Rumanía que huele a tigre
Es un relato que escribí hace trece años, en 2011. Me lo publicaron en un blog que desapareció por un tiempo y volví a encontrarlo en un portal de noticias relacionadas con la literatura. Después de leerlo, me pregunté que es lo que ha cambiado en estos once años.
Habitualmente reviso lo que vuelvo a escribir, pero este texto lo retoqué muy poco porque me hizo gracia su estilo. Salvo la introducción que me pareció innecesaria y algunos fragmentos que añadí para matizar los recuerdos.
En 1997, cuando obtuve mi primera beca de estudios en Madrid, me preguntaron de dónde soy. Dije que soy rumano. Ah, rumano, de Bulgaria, de Budapest ¿verdad? No, de Rumanía, de Bucarest.
En Rumanía el crío más tonto de la clase sabe que París es la capital de Francia o que Roma es la capital de Italia. Les suena Napoleón, Cristóbal Colón, Hítler o Mussolini. En cuanto a Rumanía, tengo la más absoluta certeza de que ni se la menciona en los libros de historia occidentales.
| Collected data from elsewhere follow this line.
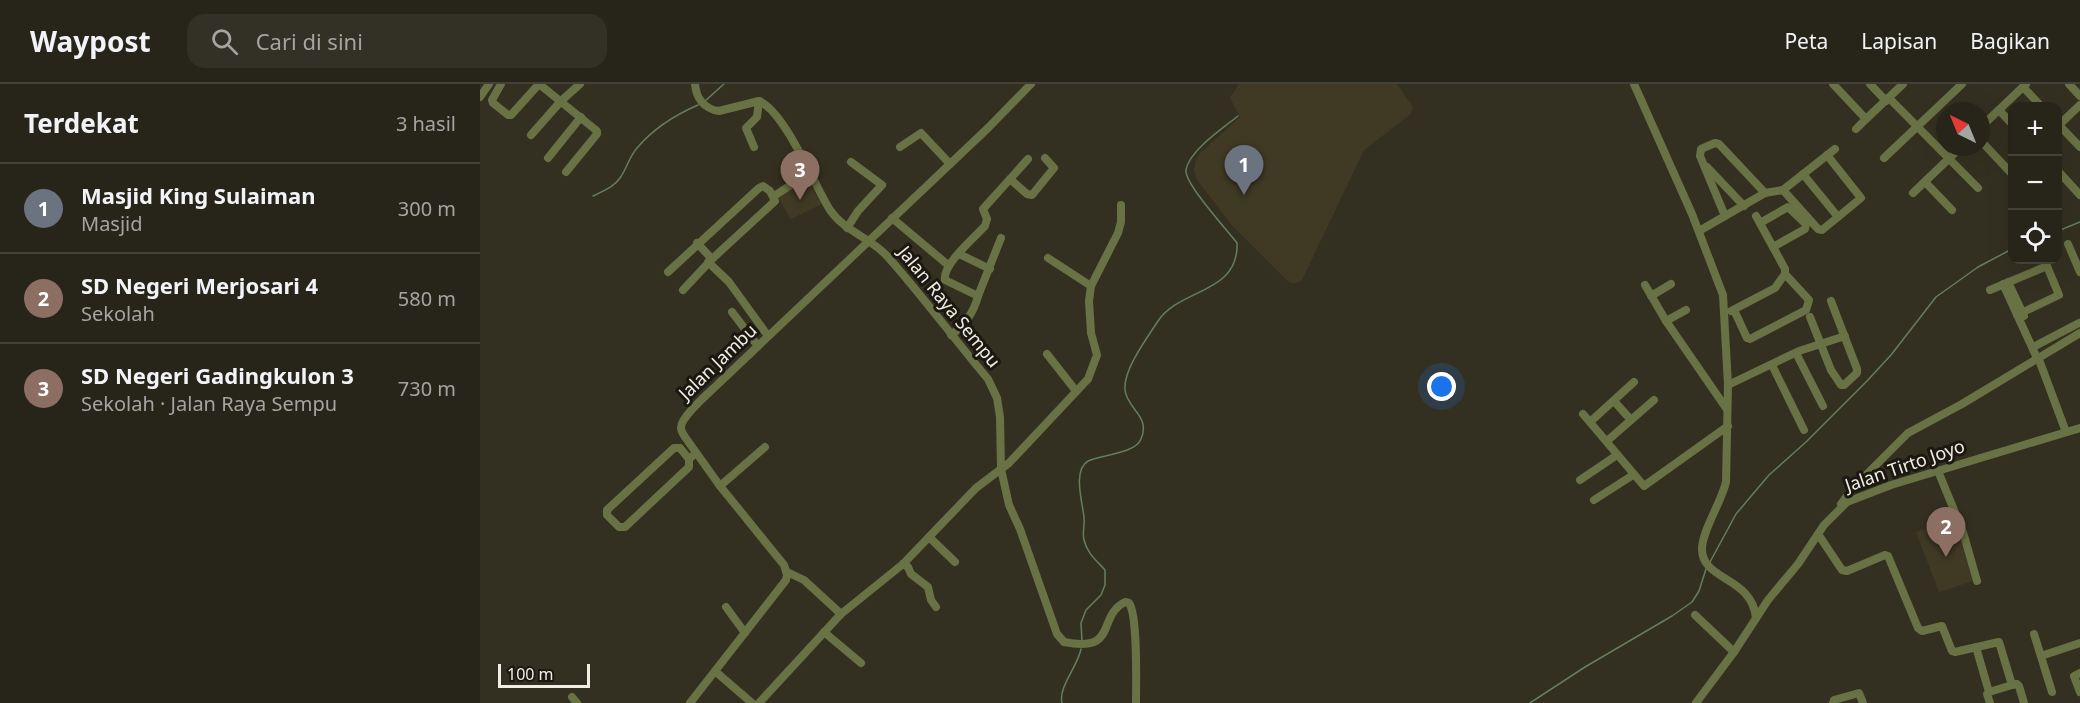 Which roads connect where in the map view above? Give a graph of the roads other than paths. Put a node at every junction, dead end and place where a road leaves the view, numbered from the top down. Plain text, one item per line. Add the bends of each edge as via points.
1 (489, 84) edge
2 (501, 84) edge
3 (580, 84) edge
4 (695, 84) edge
5 (1031, 84) edge
6 (1634, 84) edge
7 (1833, 84) edge
8 (1870, 84) edge
9 (1903, 84) edge
10 (1962, 84) edge
11 (2069, 84) edge
12 (2024, 86) edge
13 (2080, 96) edge
14 (480, 97) edge
15 (1888, 99) junction
16 (561, 101) junction
17 (759, 101) junction
18 (2038, 102) edge
19 (2080, 105) edge
20 (1999, 110) junction
21 (581, 117) junction
22 (1990, 118) edge
23 (1866, 119) junction
24 (2008, 119) edge
25 (2062, 121) edge
26 (1917, 127) junction
27 (1856, 129) dead end
28 (2062, 129) edge
29 (531, 135) dead end
30 (754, 147) dead end
31 (900, 147) dead end
32 (2080, 147) edge
33 (1835, 149) dead end
34 (1990, 150) edge
35 (1827, 155) junction
36 (548, 158) dead end
37 (1045, 158) dead end
38 (1884, 158) dead end
39 (1949, 158) junction
40 (1028, 159) dead end
41 (851, 162) dead end
42 (1703, 162) junction
43 (950, 164) junction
44 (2008, 169) edge
45 (566, 172) dead end
46 (811, 172) junction
47 (1803, 174) junction
48 (2062, 175) edge
49 (1010, 179) junction
50 (1925, 182) junction
51 (1978, 188) dead end
52 (1783, 190) junction
53 (1913, 193) dead end
54 (1765, 194) junction
55 (2080, 195) edge
56 (774, 196) junction
57 (1121, 205) dead end
58 (1744, 206) junction
59 (1952, 210) dead end
60 (1725, 216) junction
61 (1839, 217) junction
62 (892, 218) junction
63 (847, 228) junction
64 (1699, 231) junction
65 (1001, 238) dead end
66 (868, 241) junction
67 (698, 243) junction
68 (2068, 244) dead end
69 (1773, 247) junction
70 (958, 254) junction
71 (1048, 258) dead end
72 (710, 261) junction
73 (948, 265) junction
74 (990, 268) junction
75 (668, 272) dead end
76 (2080, 272) edge
77 (1785, 274) junction
78 (2006, 283) junction
79 (1671, 284) dead end
80 (1645, 285) dead end
81 (1091, 286) junction
82 (683, 290) dead end
83 (1990, 290) dead end
84 (978, 296) junction
85 (1651, 296) junction
86 (1831, 301) dead end
87 (1686, 310) dead end
88 (732, 312) dead end
89 (1730, 312) junction
90 (2020, 314) junction
91 (1810, 317) dead end
92 (1666, 321) junction
93 (2079, 323) edge
94 (2080, 333) edge
95 (951, 335) junction
96 (768, 336) junction
97 (1845, 336) junction
98 (1820, 344) junction
99 (2037, 345) junction
100 (758, 346) junction
101 (1796, 353) junction
102 (1047, 354) dead end
103 (2039, 357) junction
104 (1772, 365) junction
105 (1634, 382) dead end
106 (1728, 385) junction
107 (1076, 392) junction
108 (1654, 400) dead end
109 (1614, 401) junction
110 (1823, 406) dead end
111 (1727, 409) junction
112 (1583, 414) dead end
113 (1631, 420) junction
114 (1590, 422) junction
115 (1728, 426) junction
116 (2080, 428) edge
117 (1804, 430) dead end
118 (2066, 432) junction
119 (1607, 441) junction
120 (765, 447) dead end
121 (1617, 455) junction
122 (693, 456) junction
123 (1001, 469) junction
124 (1938, 471) junction
125 (1633, 475) junction
126 (1580, 480) dead end
127 (720, 486) junction
128 (1594, 500) dead end
129 (1835, 511) junction
130 (1818, 534) junction
131 (929, 537) junction
132 (955, 562) dead end
133 (903, 564) junction
134 (787, 572) junction
135 (1977, 582) dead end
136 (726, 607) dead end
137 (936, 607) dead end
138 (841, 614) junction
139 (1695, 615) dead end
140 (1756, 618) junction
141 (824, 632) junction
142 (745, 633) junction
143 (2034, 634) dead end
144 (2080, 643) edge
145 (1976, 647) junction
146 (1734, 652) junction
147 (2041, 656) junction
148 (861, 663) dead end
149 (716, 672) junction
150 (2080, 673) edge
151 (2012, 685) junction
152 (1989, 692) junction
153 (2052, 692) dead end
154 (2080, 692) edge
155 (690, 703) edge
156 (752, 703) edge
157 (759, 703) edge
158 (1136, 703) edge
159 (1696, 703) edge
160 (1833, 703) edge
161 (1863, 703) edge
162 (1990, 703) edge
163 (2024, 703) edge

1 - 14 street
2 - 16 street via 492,100 508,115 539,84
3 - 16 street
4 - 17 street via 702,103 712,110
5 - 43 street, Jalan Jambu
6 - 64 street
7 - 23 street
8 - 15 street
9 - 15 street
10 - 26 street
11 - 13 street
12 - 18 street
12 - 20 street
15 - 23 street
15 - 26 street
16 - 21 street
16 - 29 street
17 - 30 street via 756,117 747,128
17 - 46 street, Jalan Raya Sempu via 769,107
19 - 25 street
20 - 22 street
20 - 24 street
21 - 36 street
21 - 45 street via 598,133
23 - 27 street
26 - 38 street
26 - 39 street
28 - 32 street
31 - 43 street via 921,133
33 - 35 street
34 - 44 street
35 - 47 street
35 - 61 street via 1861,198
37 - 49 street via 1054,168 1032,195
39 - 50 street
39 - 51 street
40 - 49 street
41 - 63 street via 882,185
42 - 54 street via 1701,149 1717,142
42 - 58 street
42 - 60 street
43 - 62 street, Jalan Jambu
46 - 56 street
46 - 63 street, Jalan Raya Sempu via 828,208
47 - 52 street
47 - 61 street
48 - 55 street
49 - 70 street via 983,209 985,226
50 - 53 street
50 - 59 street
52 - 54 street
52 - 61 street via 1818,229
54 - 58 street
56 - 67 street via 761,186
56 - 72 street via 773,203
57 - 81 street via 1118,233
58 - 60 street
60 - 64 street
62 - 66 street, Jalan Jambu
62 - 73 street
63 - 66 street, Jalan Raya Sempu
64 - 89 street
65 - 74 street
66 - 95 street, Jalan Raya Sempu via 885,254
66 - 96 street, Jalan Jambu
67 - 72 street
67 - 75 street
68 - 76 street
69 - 69 street via 1758,220 1788,207 1806,224
69 - 77 street
70 - 73 street
70 - 74 street
71 - 81 street
72 - 82 street
72 - 96 street
73 - 84 street via 945,280
74 - 84 street
77 - 89 street via 1774,288
77 - 89 street via 1809,300 1806,310 1750,339
78 - 83 street
78 - 90 street
78 - 90 street via 2045,265 2059,293
79 - 85 street
80 - 85 street
81 - 107 street via 1091,333 1097,355 1088,379
84 - 95 street via 966,322
85 - 92 street
86 - 97 street
87 - 92 street
88 - 100 street
89 - 106 street
90 - 99 street
90 - 103 street
91 - 98 street
92 - 111 street
93 - 99 street
94 - 103 street
95 - 123 street, Jalan Raya Sempu via 994,390 1000,417
96 - 100 street, Jalan Jambu
97 - 98 street
97 - 98 street via 1857,373 1844,385 1831,370
98 - 101 street
99 - 103 street
100 - 122 street, Jalan Jambu via 683,420 681,431
101 - 104 street
101 - 110 street
102 - 107 street
103 - 118 street
103 - 129 street via 1908,433
104 - 106 street
104 - 117 street
105 - 109 street
106 - 111 street
107 - 123 street
108 - 113 street
109 - 113 street
109 - 114 street
111 - 115 street
112 - 114 street
113 - 119 street
114 - 119 street
115 - 125 street via 1646,484 1642,485
115 - 140 street via 1726,482 1702,553 1714,572 1746,593 1754,603
116 - 118 street, Jalan Tirto Joyo
118 - 124 street, Jalan Tirto Joyo
119 - 121 street
120 - 127 street
121 - 125 street
121 - 126 street
122 - 122 street via 689,467 625,527 619,527 607,515 607,510 674,448
122 - 127 street, Jalan Jambu
123 - 131 street via 976,488
123 - 158 street, Jalan Raya Sempu via 1012,514 1057,634 1064,642 1088,645 1097,640 1119,606 1125,602 1131,606 1137,654
124 - 129 street, Jalan Tirto Joyo via 1871,492
124 - 135 street via 1963,532
125 - 128 street
127 - 134 street, Jalan Jambu
129 - 130 street, Jalan Tirto Joyo
130 - 140 street, Jalan Tirto Joyo
130 - 145 street via 1842,570 1888,556 1919,630 1942,626 1955,652
131 - 132 street
131 - 133 street
133 - 137 street via 928,587
133 - 138 street
134 - 138 street via 804,580
134 - 142 street via 786,580
136 - 142 street
138 - 141 street
139 - 146 street
140 - 146 street, Jalan Tirto Joyo
141 - 148 street
141 - 157 street
142 - 149 street
143 - 147 street
144 - 147 street
145 - 151 street via 1997,641 2000,644
145 - 152 street
146 - 159 street, Jalan Tirto Joyo
147 - 153 street
149 - 155 street
149 - 156 street
150 - 154 street via 2074,676
151 - 152 street
151 - 163 street via 2019,686
152 - 162 street
160 - 161 street via 1859,693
Y con razón: los rumanos no salieron de su casa para conquistar otras tierras. Se quedaron en ella para defenderla, bien o mal, de los turcos o tártaros. Dime quién es tu enemigo y te diré quién eres. Si al menos hubiéramos luchado contra Francia, España o Austria, viejas naciones de Europa.
“Esto huele a tigre”, dijo una vez un español, inspector en el ministerio me parece, que viajó al país de Drácula para visitar las secciones bilingües. Entiendo que es una expresión que se usa cuando algo molesta con su mal olor. Hablaba de Bucarest, de la habitación del hotel en que se alojaba, de los ámbitos a los que había sido invitado. Le doy toda la razón a este distinguido occidental: la ciudad está sucia, maloliente, destartalada.
En 2000 o 2001 cuando yo era jefe de Departamento de Español, conocí a una chica valenciana, una “enchufá” según me explicaron luego, hija de una concejala en el Ayuntamiento valenciano o algo así, que venía a dar clases de castellano en el centro bilingüe donde soy profesor. Miraba todo y a todos con cara de mucho asco y enorme espanto. ¿Pero qué país es este? ¿Adónde he llegado? La pobre no aguantó y se largó a los pocos días. Dudo que vuelva a pisar esa tierra que ella vio tan miserable y gris.
Me hallaba en un hotel de París y había cogido el ascensor para subir a la habitación. Justo antes de que se cerraran las puertas automáticas se me unieron dos muchachos de color de casi dos metros cada uno.
Añadiré al texto anterior que los dos llevaban shapkas rusas en la cabeza porque era diciembre y París estaba a diez grados bajo cero. El hotel se hallaba a dos calles de distacia de las Galeries Lafayette y la mayoría de los inquilinos eran de origen árabe o africano.
Uno de ellos me preguntó en la lengua de Moliére de dónde soy. Contesté que de Moldavia. No lo entendió. L’Union Soviétique, dije. Ah, La Russie. Me miró con respeto. Vladimir Putin, vodka etc. Me dio una palmadita amistosa en el hombro. A lo mejor sólo quería cerciorarse de que la cazadora de piel que acababa de comprarme tenía buen material.
Cada día me levanto a las 6 de la madrugada y voy, atravesando muy contento ese espacio geográfico sometido a intrepretaciones tan variadas, al instituto donde enseño a mis alumnos la lengua de Cervantes. La mayoría la aprenden con mucho gusto, leen con facilidad o la hablan con soltura cosa que, después de 17 años de experiencia, aún me asombra. Son alegres y dicen que aman el país en que viven. Como han nacido aquí a lo mejor no notarán ese olor a tigre que, en la opinión de los caballeros occidentales que nos visitan, lo impregnaría todo.